引用本文
  • 古津榜,洪征,张国敏,江川.基于最大均值差异的特征解纠缠后门缓解方法[J].信息安全学报,已采用    [点击复制]
  • GuJinbang,HONG Zheng,ZHANG Guomin,JIANG Chuan.Backdoor Mitigation Based on Feature Disentanglement with Maximum Mean Discrepancy[J].Journal of Cyber Security,Accept   [点击复制]
【打印本页】 【下载PDF全文】 查看/发表评论下载PDF阅读器关闭

过刊浏览    高级检索

本文已被:浏览 452次   下载 0  
基于最大均值差异的特征解纠缠后门缓解方法
古津榜1, 洪征1, 张国敏2, 江川2
0
(1.中国人民解放军陆军工程大学指挥控制工程学院;2.中国人民解放军陆军工程大学 指挥控制工程学院)
摘要:
后门攻击通过修改数据集或模型参数向神经网络植入后门,对神经网络的安全构成了严重的威胁。后门缓解方法旨在清除模型中潜在的后门,防止输入样本触发后门机制输出错误的分类结果,从而确保神经网络的整体安全。针对现有后门缓解方法适应性差、性能不佳等问题,提出了一种基于最大均值差异的特征解纠缠后门缓解方法。后门攻击的实现依赖于特定的神经元,这些神经元在不同网络层次的分布往往存在差异,通过在各层次采用不同的掩码比例,在保留模型正常特征提取能力的基础上,破坏模型中后门与目标标签之间的潜在关联,实现后门缓解。此外,考虑到不同神经网络在特征提取模块方面存在差异,但分类器模块通常具有高度的相似性,针对分类器模块进行特征解纠缠,在特征空间中有效分离正常特征与后门特征削弱后门特征的影响,同时重构良性特征与标签之间的联系实现后门缓解。
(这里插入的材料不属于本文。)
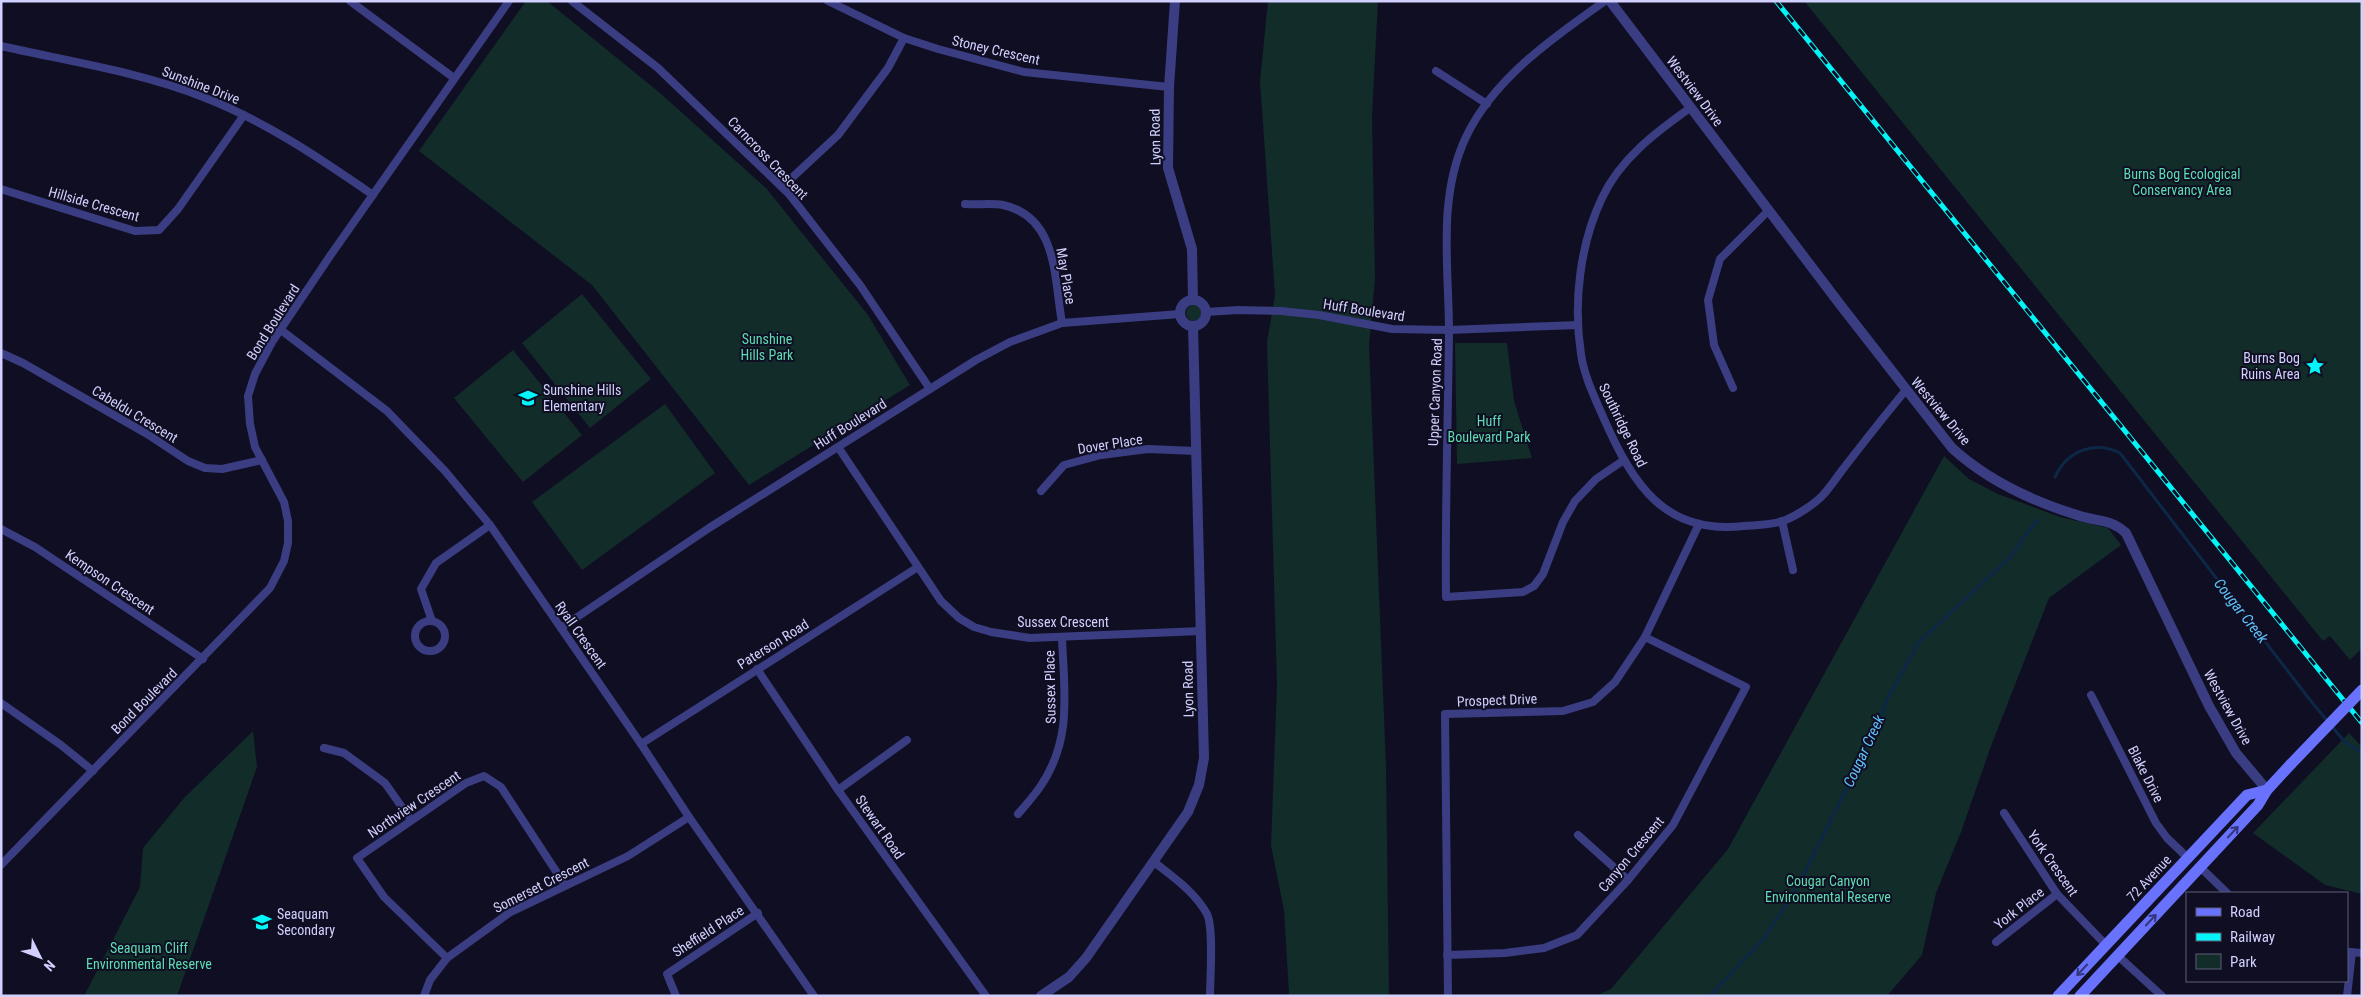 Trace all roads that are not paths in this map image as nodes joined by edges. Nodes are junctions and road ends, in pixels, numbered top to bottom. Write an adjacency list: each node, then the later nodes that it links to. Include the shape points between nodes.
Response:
1 (350, 1): 11 (street)
2 (509, 1): 11 (street, Bond Boulevard)
3 (572, 1): 16 (street, Carncross Crescent, via 658,68)
4 (828, 1): 8 (street, Stoney Crescent)
5 (1175, 1): 12 (street, Lyon Road)
6 (1605, 1): 13 (street, Upper Canyon Road, via 1550,41)
7 (1610, 1): 14 (street, Westview Drive)
8 (904, 38): 12 (street, Stoney Crescent, via 1024,72); 16 (street, via 888,68 838,135)
9 (1, 46): 15 (street, Sunshine Drive, via 144,78 202,96)
10 (1436, 72): 13 (street)
11 (454, 78): 18 (street, Bond Boulevard)
12 (1169, 87): 21 (street, Lyon Road, via 1168,168 1192,249)
13 (1487, 104): 28 (street, Upper Canyon Road, via 1466,137 1454,171 1447,233)
14 (1690, 108): 20 (street, Westview Drive); 25 (street, Southridge Road, via 1638,148 1602,196 1590,227 1579,293)
15 (244, 115): 17 (street, Hillside Crescent, via 178,209 159,230 134,231); 18 (street, Sunshine Drive, via 301,145)
16 (782, 188): 31 (street, Carncross Crescent, via 860,285)
17 (1, 189)
18 (373, 195): 27 (street, Bond Boulevard)
19 (965, 204): 24 (street, May Place, via 1003,205 1025,214 1040,226 1050,246)
20 (1769, 210): 30 (street, via 1720,258 1708,300 1714,345); 32 (street, Westview Drive)
21 (1193, 300): 22 (street, via 1201,303); 23 (street, via 1182,306)
22 (1206, 312): 26 (street, via 1202,322); 28 (street, Huff Boulevard, via 1282,312 1319,315 1392,329)
23 (1180, 314): 24 (street, Huff Boulevard); 26 (street, via 1183,322)
24 (1062, 323): 31 (street, Huff Boulevard, via 1010,342)
25 (1578, 325): 28 (street, Huff Boulevard); 36 (street, Southridge Road, via 1581,355 1592,392)
26 (1193, 326): 34 (street, Lyon Road)
27 (281, 330): 35 (street, Bond Boulevard, via 255,374 248,396 250,424); 40 (street, Ryall Crescent, via 387,411 445,471)
28 (1449, 330): 36 (street, Upper Canyon Road, via 1446,597 1523,592 1534,586 1543,574 1563,522 1575,501 1596,479)
29 (1, 353): 35 (street, Cabeldu Crescent, via 204,468 222,469)
30 (1733, 388)
31 (930, 389): 33 (street, Huff Boulevard)
32 (1906, 390): 38 (street, Southridge Road, via 1819,499); 59 (street, Westview Drive, via 1952,448 1970,465 1992,479 2077,515 2109,521 2126,532 2209,706 2236,753)
33 (838, 447): 42 (street, Sussex Crescent); 45 (street, Huff Boulevard, via 709,528)
34 (1195, 451): 37 (street, Dover Place, via 1148,449 1101,455 1064,465); 46 (street, Lyon Road)
35 (262, 460): 49 (street, Bond Boulevard, via 284,502 288,521 284,561 270,588)
36 (1624, 460): 39 (street, Southridge Road, via 1645,493 1672,514)
37 (1041, 491)
38 (1782, 521): 39 (street, Southridge Road, via 1727,528); 43 (street)
39 (1699, 524): 47 (street, Prospect Drive)
40 (490, 525): 44 (street, via 436,563 421,589); 45 (street, Ryall Crescent)
41 (1, 528): 49 (street, Kempson Crescent, via 35,547)
42 (918, 567): 48 (street, Sussex Crescent, via 941,601 974,627 1030,638); 50 (street, Paterson Road)
43 (1792, 570)
44 (432, 621): 44 (street, via 422,622 415,630 415,640 426,651 440,648 445,639 444,629)
45 (561, 628): 55 (street, Ryall Crescent)
46 (1201, 631): 48 (street, Sussex Crescent); 66 (street, Lyon Road, via 1204,758 1199,786 1188,812)
47 (1645, 636): 69 (street, Canyon Crescent, via 1746,687 1673,826); 78 (street, Prospect Drive, via 1615,682 1593,702 1563,711 1445,714)
48 (1062, 637): 61 (street, Sussex Place, via 1065,722 1060,744 1040,788)
49 (203, 659): 57 (street, Bond Boulevard)
50 (757, 669): 55 (street, Paterson Road); 58 (street, Stewart Road)
51 (2362, 690): 59 (main road, 72 Avenue, bridge)
52 (2091, 695): 65 (street, Blake Drive, via 2156,823)
53 (1, 703): 57 (street, via 62,745)
54 (907, 740): 58 (street)
55 (641, 744): 62 (street, Ryall Crescent)
56 (324, 748): 63 (street, via 344,753 385,783)
57 (93, 772): 67 (street, Bond Boulevard)
58 (838, 790): 86 (street, Stewart Road)
59 (2267, 790): 65 (main road, 72 Avenue, via 2247,795); 68 (main road, 72 Avenue, one-way to 59, via 2258,805)
60 (2004, 813): 72 (street, York Crescent)
61 (1018, 814)
62 (689, 817): 70 (street, Somerset Crescent, via 628,856); 73 (street, Ryall Crescent)
63 (411, 820): 70 (street, Northview Crescent, via 466,783 484,776 501,787); 80 (street, Northview Crescent, via 357,858 384,897)
64 (1578, 835): 69 (street)
65 (2188, 858): 75 (main road, 72 Avenue)
66 (1154, 862): 87 (street, Lyon Road, via 1086,958 1069,977); 88 (street, via 1187,888 1207,915)
67 (1, 865)
68 (2200, 868): 71 (street); 79 (main road, 72 Avenue, one-way to 68)
69 (1628, 880): 78 (street, Canyon Crescent, via 1577,935 1544,948)
70 (565, 885): 80 (street, Somerset Crescent, via 509,913)
71 (2226, 892)
72 (2057, 894): 74 (street, York Place); 75 (street, York Crescent)
73 (758, 913): 84 (street, Sheffield Place, via 666,974); 85 (street, Ryall Crescent)
74 (1996, 942)
75 (2106, 945): 90 (main road, 72 Avenue, one-way to 90)
76 (2349, 952): 77 (street); 81 (street)
77 (2362, 953)
78 (1447, 955): 89 (street, Prospect Drive)
79 (2118, 956): 91 (main road, 72 Avenue); 92 (street)
80 (447, 958): 83 (street, Somerset Crescent, via 430,980)
81 (2348, 974)
82 (2348, 982): 93 (street)
83 (424, 996)
84 (676, 996)
85 (814, 996)
86 (986, 996)
87 (1041, 996)
88 (1210, 996)
89 (1448, 996)
90 (2058, 996)
91 (2080, 996)
92 (2162, 996)
93 (2347, 996)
在Datacon2023-AI安全数据集上进行的实验表明,所提出的后门缓解方法在干净样本分类准确率仅降低4.08%的情况下,使嵌入触发器样本的攻击成功率降低了88.65%,优于现有的后门缓解方法。
关键词:  后门攻击  模型安全  后门缓解  特征解纠缠
DOI:
投稿时间:2025-03-10修订日期:2025-06-16
基金项目:国家自然科学基金项目(面上项目,重点项目,重大项目)
Backdoor Mitigation Based on Feature Disentanglement with Maximum Mean Discrepancy
GuJinbang1, HONG Zheng1, ZHANG Guomin2, JIANG Chuan2
(1.Command and Control Engineering College, Army Engineering University of PLA;2.Department of Command and Control Engineering, Army Engineering University of PLA)
Abstract:
Backdoor attacks pose a significant threat to the security of neural networks by inserting backdoors into the models through dataset manipulation or parameter modification. Backdoor mitigation methods aim to remove potential back-doors from models and prevent input samples from triggering backdoor mechanisms that produce incorrect classifica-tion results, thereby ensuring the overall security of neural networks. To address the limitations of existing backdoor mitigation methods, such as poor adaptability and suboptimal performance, a Backdoor Mitigation method Based on Feature Disentanglement with Maximum Mean Discrepancy is proposed. The implementation of backdoor attacks relies on specific neurons, whose distribution across different network layers may vary. By applying different mask initialization ratios at various layers, the method disrupts the potential association between backdoors and target labels while preserving the model's normal feature extraction capability, thereby achieving backdoor mitigation. Additionally, considering that different neural networks vary in their feature extraction modules but typically share high similarity in their classifier modules, the proposed method focuses on feature disentanglement in the classifier module. The method separates benign features from backdoor features in the feature space, further weakening the influence of backdoor features. Meanwhile the association between benign features and their corresponding labels is reconstructed, thereby achieving comprehensive backdoor mitigation. Experiments conducted on the Datacon2023-AI dataset demonstrate that the proposed backdoor mitigation method reduces the attack success rate of trigger-embedded samples by 88.65%, with only a 4.08% reduction in clean sample classification accuracy, out-performing existing backdoor mitigation methods.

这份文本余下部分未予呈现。